Demo mode (for showing off)

I also created a demo version with dummy data, so I can show off the app without exposing my real finances. All the features work exactly the same, just with fake numbers. Perfect for screenshots, demos, or letting friends try it out.

See it in action

Here's a quick walkthrough of the app running in demo mode:

What I learned

Technical skills

  • How Flask web apps work
  • SQL and database design
  • API integration (OAuth, REST, rate limiting)
  • Basic frontend dev (JavaScript, Chart.js)

Product skills

  • Defining requirements clearly
  • Iterating based on real usage
  • Building for myself first, then demo mode for others

AI-assisted development

  • Writing effective prompts for Claude Code
  • When to let AI handle everything vs manual tweaks
  • Voice-to-text to AI to structured code workflow

Financial literacy

  • Income-based vs expense-based budgeting
  • Asset liquidity categories
  • Understanding which financial data actually matters vs what's just noise

The biggest takeaway for me: using an AI coding assistant allowed me to build a finance tracker that meets my very specific needs. I understand this might not be the "right" way to build software, but it was a great experiment. I enjoy building things, seeing them work, and learning along the way.

Results and reflections

After 3 months of daily use:

  • Features I actually wanted (income-based budgeting, liquidity tracking, custom category grouping)
  • Complete control over my data
  • Learning experience in web development
  • Can export and back up anytime
  • No vendor lock-in

What I'd do differently: Start with demo mode from day 1 (I added it later). Document the build process as I went (this blog post is retrospective). Set up automated backups earlier.

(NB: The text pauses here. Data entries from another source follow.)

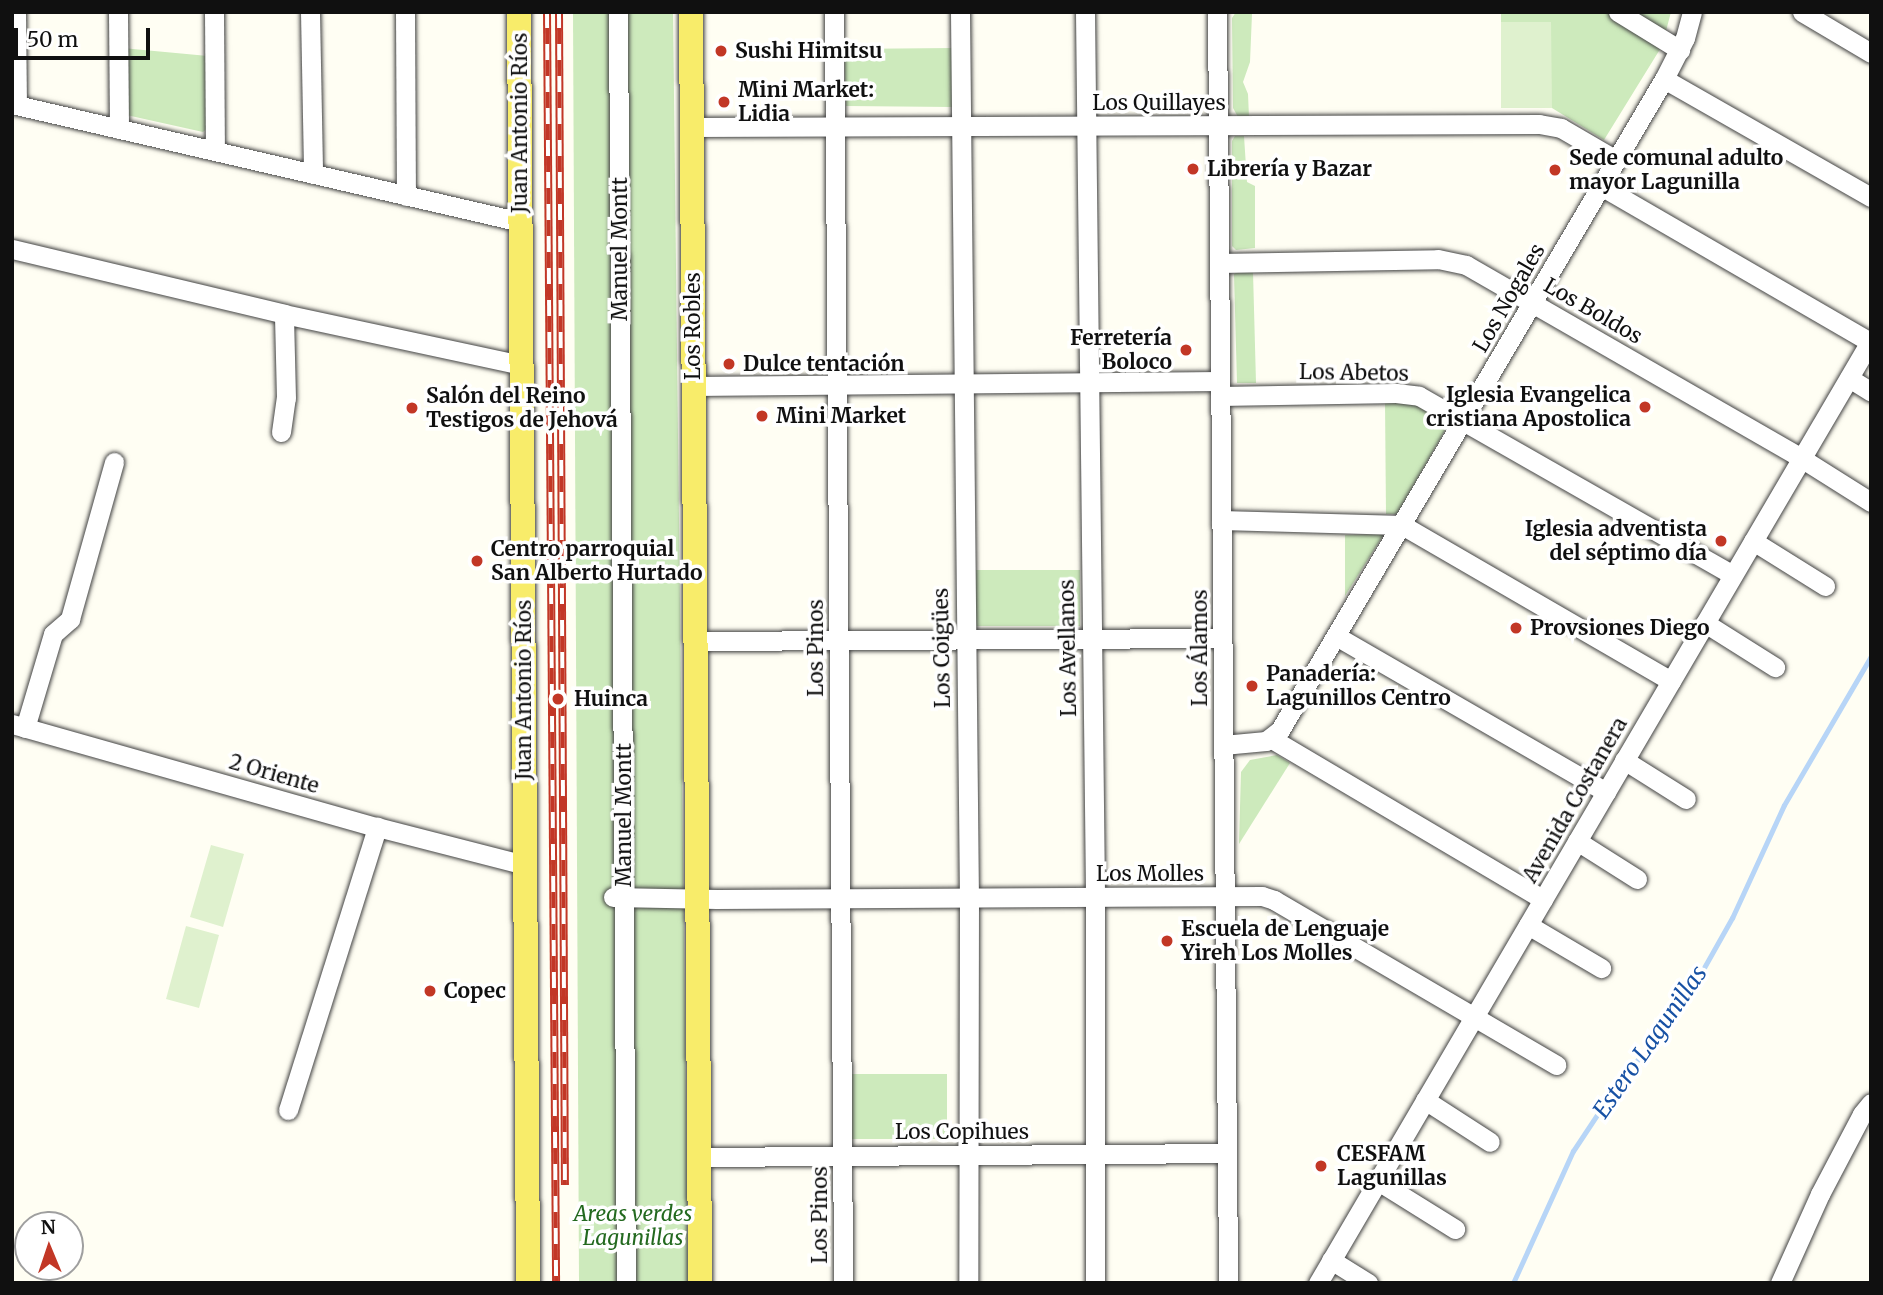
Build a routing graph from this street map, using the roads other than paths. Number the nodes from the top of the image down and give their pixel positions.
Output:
1 (16, 12) edge
2 (118, 12) edge
3 (214, 12) edge
4 (310, 12) edge
5 (405, 12) edge
6 (519, 12) edge
7 (608, 12) edge
8 (618, 12) edge
9 (691, 12) edge
10 (834, 12) edge
11 (960, 12) edge
12 (1085, 12) edge
13 (1217, 12) edge
14 (1618, 12) edge
15 (1692, 12) edge
16 (1802, 12) edge
17 (1680, 50) junction
18 (1871, 53) edge
19 (1664, 79) junction
20 (14, 104) edge
21 (1218, 125) junction
22 (961, 126) junction
23 (1086, 126) junction
24 (692, 127) junction
25 (835, 127) junction
26 (119, 129) junction
27 (215, 151) junction
28 (1616, 160) junction
29 (313, 174) junction
30 (1601, 187) junction
31 (406, 196) junction
32 (1871, 197) edge
33 (521, 222) junction
34 (12, 249) edge
35 (1219, 263) junction
36 (1532, 303) junction
37 (284, 314) junction
38 (1870, 341) edge
39 (522, 365) junction
40 (1849, 378) junction
41 (1088, 383) junction
42 (963, 384) junction
43 (837, 385) junction
44 (694, 386) junction
45 (1220, 389) junction
46 (1871, 392) edge
47 (1464, 420) junction
48 (281, 432) dead end
49 (1801, 458) junction
50 (114, 463) dead end
51 (1871, 502) edge
52 (1221, 520) junction
53 (1402, 525) junction
54 (1753, 541) junction
55 (1733, 575) junction
56 (1825, 586) dead end
57 (1705, 623) junction
58 (1336, 636) junction
59 (1090, 638) junction
60 (1222, 638) junction
61 (964, 639) junction
62 (839, 640) junction
63 (696, 641) junction
64 (1775, 667) dead end
65 (1671, 681) junction
66 (19, 726) edge
67 (1272, 739) junction
68 (1223, 745) junction
69 (1625, 760) junction
70 (1606, 792) junction
71 (1686, 799) dead end
72 (377, 827) junction
73 (1577, 841) junction
74 (525, 864) junction
75 (1637, 879) dead end
76 (1224, 896) junction
77 (618, 897) junction
78 (1095, 897) junction
79 (698, 898) junction
80 (841, 898) junction
81 (969, 898) junction
82 (1543, 900) junction
83 (1528, 925) junction
84 (1601, 968) dead end
85 (1474, 1016) junction
86 (1556, 1065) dead end
87 (1425, 1100) junction
88 (1871, 1103) edge
89 (288, 1110) dead end
90 (1490, 1142) dead end
91 (1227, 1153) junction
92 (1094, 1154) junction
93 (968, 1155) junction
94 (842, 1156) junction
95 (699, 1157) junction
96 (1378, 1181) junction
97 (1455, 1229) dead end
98 (1331, 1260) junction
99 (528, 1283) edge
100 (615, 1283) edge
101 (626, 1283) edge
102 (700, 1283) edge
103 (844, 1283) edge
104 (968, 1283) edge
105 (1095, 1283) edge
106 (1228, 1283) edge
107 (1318, 1283) edge
108 (1368, 1283) edge
109 (1780, 1283) edge

1 - 20 street
2 - 26 street
3 - 27 street
4 - 29 street
5 - 31 street
6 - 33 main road, Juan Antonio Ríos
7 - 77 street, Manuel Montt
8 - 77 street, Manuel Montt
9 - 24 main road, Los Robles
10 - 25 street, Los Pinos
11 - 22 street, Los Coigües
12 - 23 street, Los Avellanos
13 - 21 street, Los Álamos
14 - 17 street
15 - 17 street, Los Nogales
16 - 18 street
17 - 19 street, Los Nogales
19 - 28 street, Los Nogales
19 - 32 street
20 - 26 street
21 - 23 street, Los Quillayes
21 - 28 street, Los Quillayes
21 - 35 street, Los Álamos
22 - 23 street, Los Quillayes
22 - 25 street, Los Quillayes
22 - 42 street, Los Coigües
23 - 41 street, Los Avellanos
24 - 25 street, Los Quillayes
24 - 44 main road, Los Robles
25 - 43 street, Los Pinos
26 - 27 street
27 - 29 street
28 - 30 street, Los Nogales
29 - 31 street
30 - 36 street, Los Nogales
30 - 38 street
31 - 33 street
33 - 39 main road, Juan Antonio Ríos
34 - 37 street
35 - 36 street, Los Boldos
35 - 45 street, Los Álamos
36 - 47 street, Los Nogales
36 - 49 street, Los Boldos
37 - 39 street
37 - 48 street
38 - 40 street, Avenida Costanera
39 - 74 main road, Juan Antonio Ríos
40 - 46 street
40 - 49 street, Avenida Costanera
41 - 42 street, Los Abetos
41 - 45 street, Los Abetos
41 - 59 street, Los Avellanos
42 - 43 street, Los Abetos
42 - 61 street, Los Coigües
43 - 44 street, Los Abetos
43 - 62 street, Los Pinos
44 - 63 main road, Los Robles
45 - 47 street, Los Abetos
45 - 52 street, Los Álamos
47 - 53 street, Los Nogales
47 - 55 street, Los Abetos
49 - 51 street, Los Boldos
49 - 54 street, Avenida Costanera
50 - 66 street
52 - 53 street
52 - 60 street, Los Álamos
53 - 58 street, Los Nogales
53 - 65 street
54 - 55 street, Avenida Costanera
54 - 56 street
55 - 57 street, Avenida Costanera
57 - 64 street
57 - 65 street, Avenida Costanera
58 - 67 street, Los Nogales
58 - 70 street
59 - 60 street
59 - 61 street
59 - 78 street, Los Avellanos
60 - 68 street, Los Álamos
61 - 62 street
61 - 81 street, Los Coigües
62 - 63 street
62 - 80 street, Los Pinos
63 - 79 main road
65 - 69 street, Avenida Costanera
66 - 72 street, 2 Oriente
67 - 68 street
67 - 82 street
68 - 76 street, Los Álamos
69 - 70 street, Avenida Costanera
69 - 71 street
70 - 73 street, Avenida Costanera
72 - 74 street, 2 Oriente
72 - 89 street
73 - 75 street
73 - 82 street, Avenida Costanera
74 - 99 main road, Juan Antonio Ríos
76 - 78 street, Los Molles
76 - 85 street, Los Molles
76 - 91 street, Los Álamos
77 - 79 street, Los Molles
77 - 100 street, Manuel Montt
77 - 101 street, Manuel Montt
78 - 81 street, Los Molles
78 - 92 street, Los Avellanos
79 - 80 street, Los Molles
79 - 95 main road
80 - 81 street, Los Molles
80 - 94 street, Los Pinos
81 - 93 street, Los Coigües
82 - 83 street, Avenida Costanera
83 - 84 street
83 - 85 street, Avenida Costanera
85 - 86 street, Los Molles
85 - 87 street, Avenida Costanera
87 - 90 street
87 - 96 street, Avenida Costanera
88 - 109 street
91 - 92 street, Los Copihues
91 - 106 street, Los Álamos
92 - 93 street, Los Copihues
92 - 105 street, Los Avellanos
93 - 94 street, Los Copihues
93 - 104 street, Los Coigües
94 - 95 street, Los Copihues
94 - 103 street, Los Pinos
95 - 102 main road
96 - 97 street
96 - 98 street, Avenida Costanera
98 - 107 street, Avenida Costanera
98 - 108 street

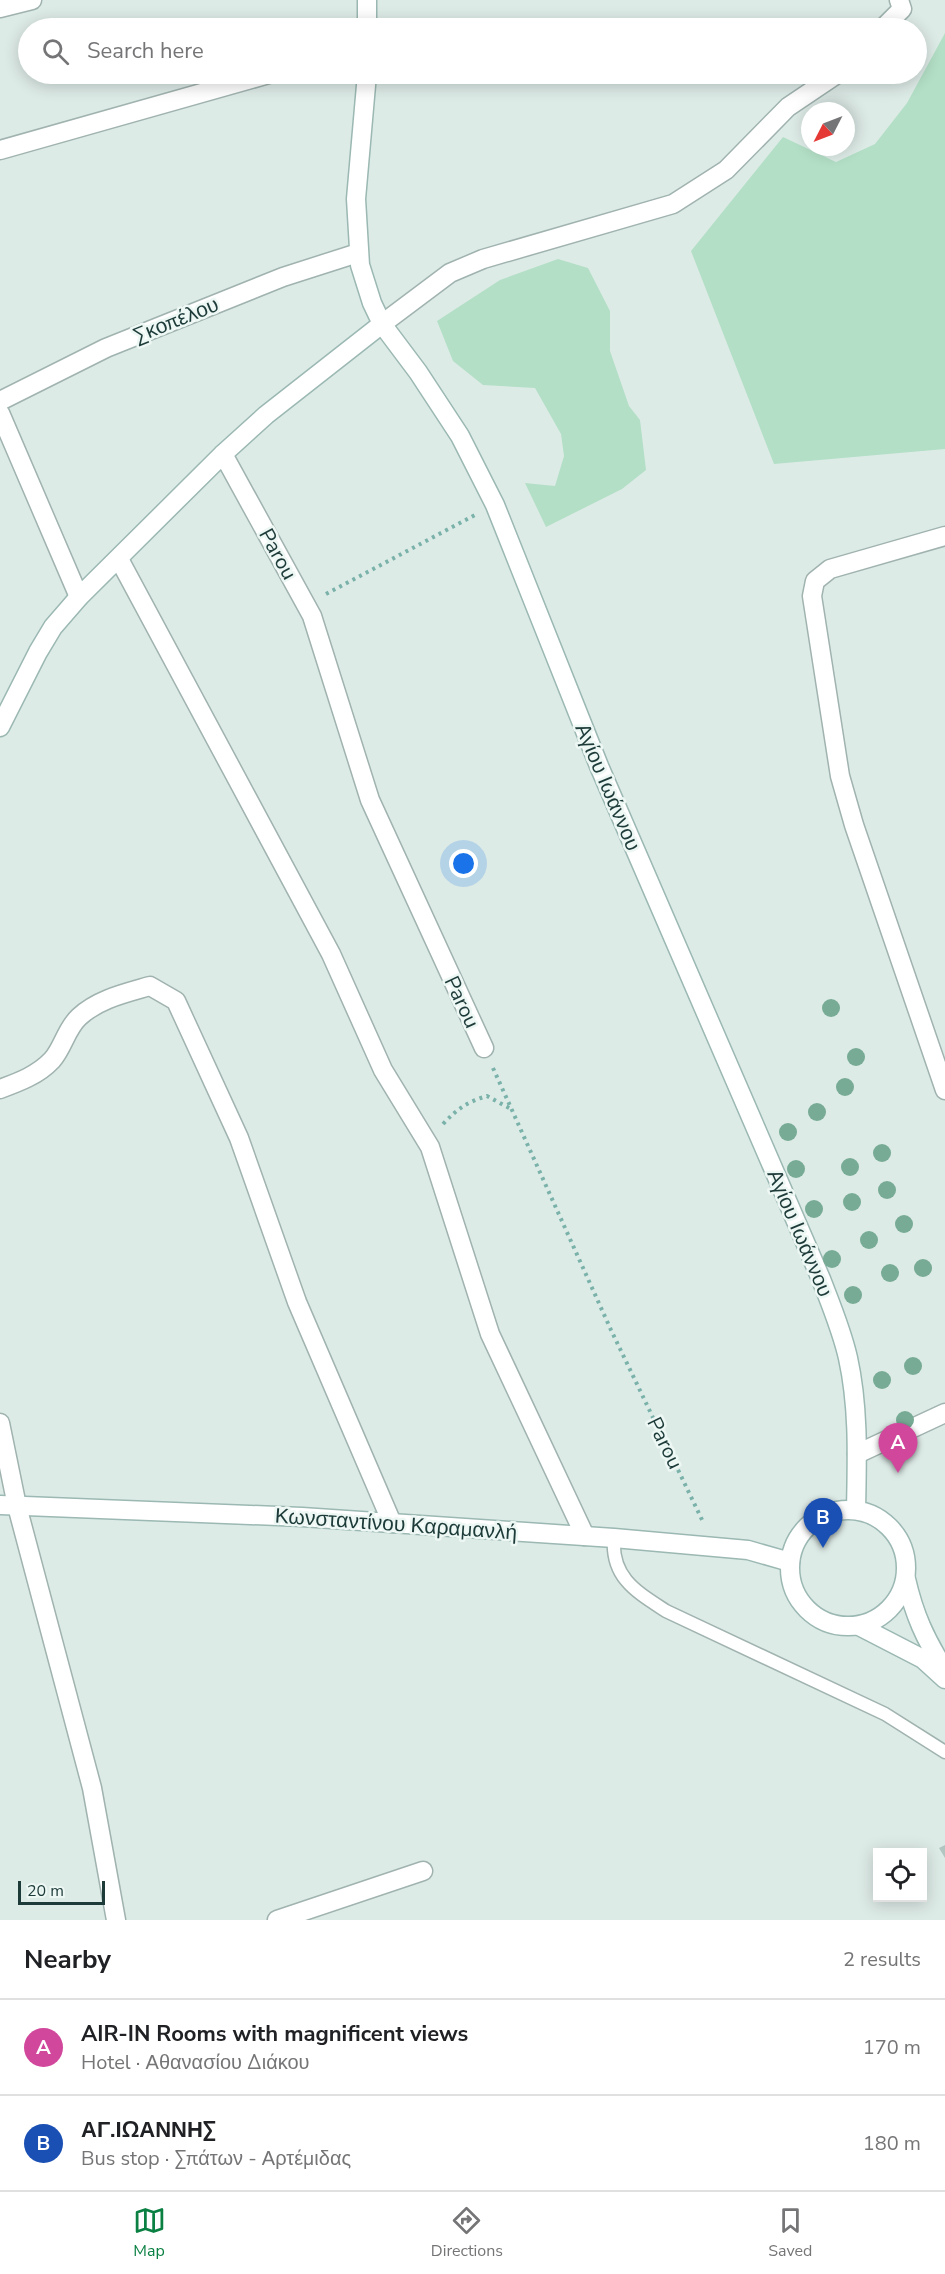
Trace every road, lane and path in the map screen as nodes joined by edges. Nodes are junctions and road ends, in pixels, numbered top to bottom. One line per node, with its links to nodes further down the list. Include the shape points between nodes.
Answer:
1 (32, 0): 4 (street)
2 (367, 0): 5 (street)
3 (904, 3): 6 (street)
4 (0, 8)
5 (367, 18)
6 (891, 18)
7 (234, 84): 10 (street)
8 (366, 84): 11 (street, Αγίου Ιωάννου, via 356,199)
9 (822, 84): 12 (street, via 788,107 726,170 673,204 483,259 450,273)
10 (0, 150)
11 (358, 254): 12 (street, Αγίου Ιωάννου); 13 (street, Σκοπέλου, via 283,277 106,348)
12 (382, 324): 15 (street); 16 (street, Αγίου Ιωάννου, via 460,436)
13 (0, 401)
14 (0, 413): 19 (street)
15 (223, 454): 18 (street); 20 (street, Parou)
16 (495, 505): 20 (path); 29 (street, Αγίου Ιωάννου, via 599,766 830,1301 848,1357)
17 (945, 536): 24 (street, via 830,569 815,581 812,596 840,776)
18 (119, 559): 19 (street); 26 (street, via 331,954 383,1070)
19 (79, 597): 21 (street, via 53,627)
20 (306, 605): 22 (street, Parou, via 370,800)
21 (0, 727)
22 (484, 1048): 25 (path, Parou)
23 (0, 1089): 32 (street, via 35,1074 53,1059 78,1017 97,1004 150,986 176,1001 239,1137 297,1302)
24 (945, 1090)
25 (511, 1109): 26 (path, via 487,1096 470,1101 440,1127); 35 (path, Parou)
26 (430, 1147): 33 (street, via 490,1334)
27 (945, 1413): 29 (street)
28 (0, 1423): 30 (street)
29 (857, 1454): 31 (street, Αγίου Ιωάννου)
30 (8, 1505): 32 (street, Κωνσταντίνου Καραμανλή); 43 (street, via 92,1788)
31 (856, 1510): 36 (street, via 833,1512 808,1526 796,1542); 37 (street, via 878,1518 895,1534 905,1555)
32 (392, 1523): 33 (street, Κωνσταντίνου Καραμανλή)
33 (585, 1536): 34 (street, Κωνσταντίνου Καραμανλή)
34 (614, 1538): 35 (street, Κωνσταντίνου Καραμανλή); 41 (lane, via 621,1575 634,1590 666,1611 885,1714)
35 (715, 1546): 36 (street, Κωνσταντίνου Καραμανλή)
36 (790, 1562): 38 (street, via 795,1593 808,1610 826,1623)
37 (906, 1579): 38 (street, via 890,1609); 39 (street, via 914,1612)
38 (859, 1626): 40 (street, via 923,1659)
39 (945, 1670)
40 (945, 1679)
41 (945, 1752)
42 (423, 1871): 44 (street)
43 (116, 1920)
44 (278, 1920)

Would I recommend this approach? If you're someone who has specific needs not met by existing apps, is comfortable with terminal basics, likes owning your data, and enjoys tinkering, then absolutely. The combination of Claude Code, clear requirements, and good APIs like Akahu makes this feasible for non-developers.

If you just want a working app and don't care about customization, BudgetBuddie or PocketSmith are probably better. They're polished, cloud-synced, and mobile-friendly.

For me? Building this was 100% worth it. I now have exactly the finance tracking tool I wanted, and I learned a ton along the way.

Wrapping up

If you have the curiosity and willingness to learn and try things out, building something like this is more achievable than you might think. Here's what helped me:

  1. A clear idea of what you want
  2. Access to good APIs (like Akahu for NZ banking)
  3. An AI coding assistant (like Claude Code)
  4. Willingness to iterate and learn

The result? A tool that fits exactly how you think about money, with complete data ownership.

Now if you'll excuse me, I need to go categorize this week's transactions.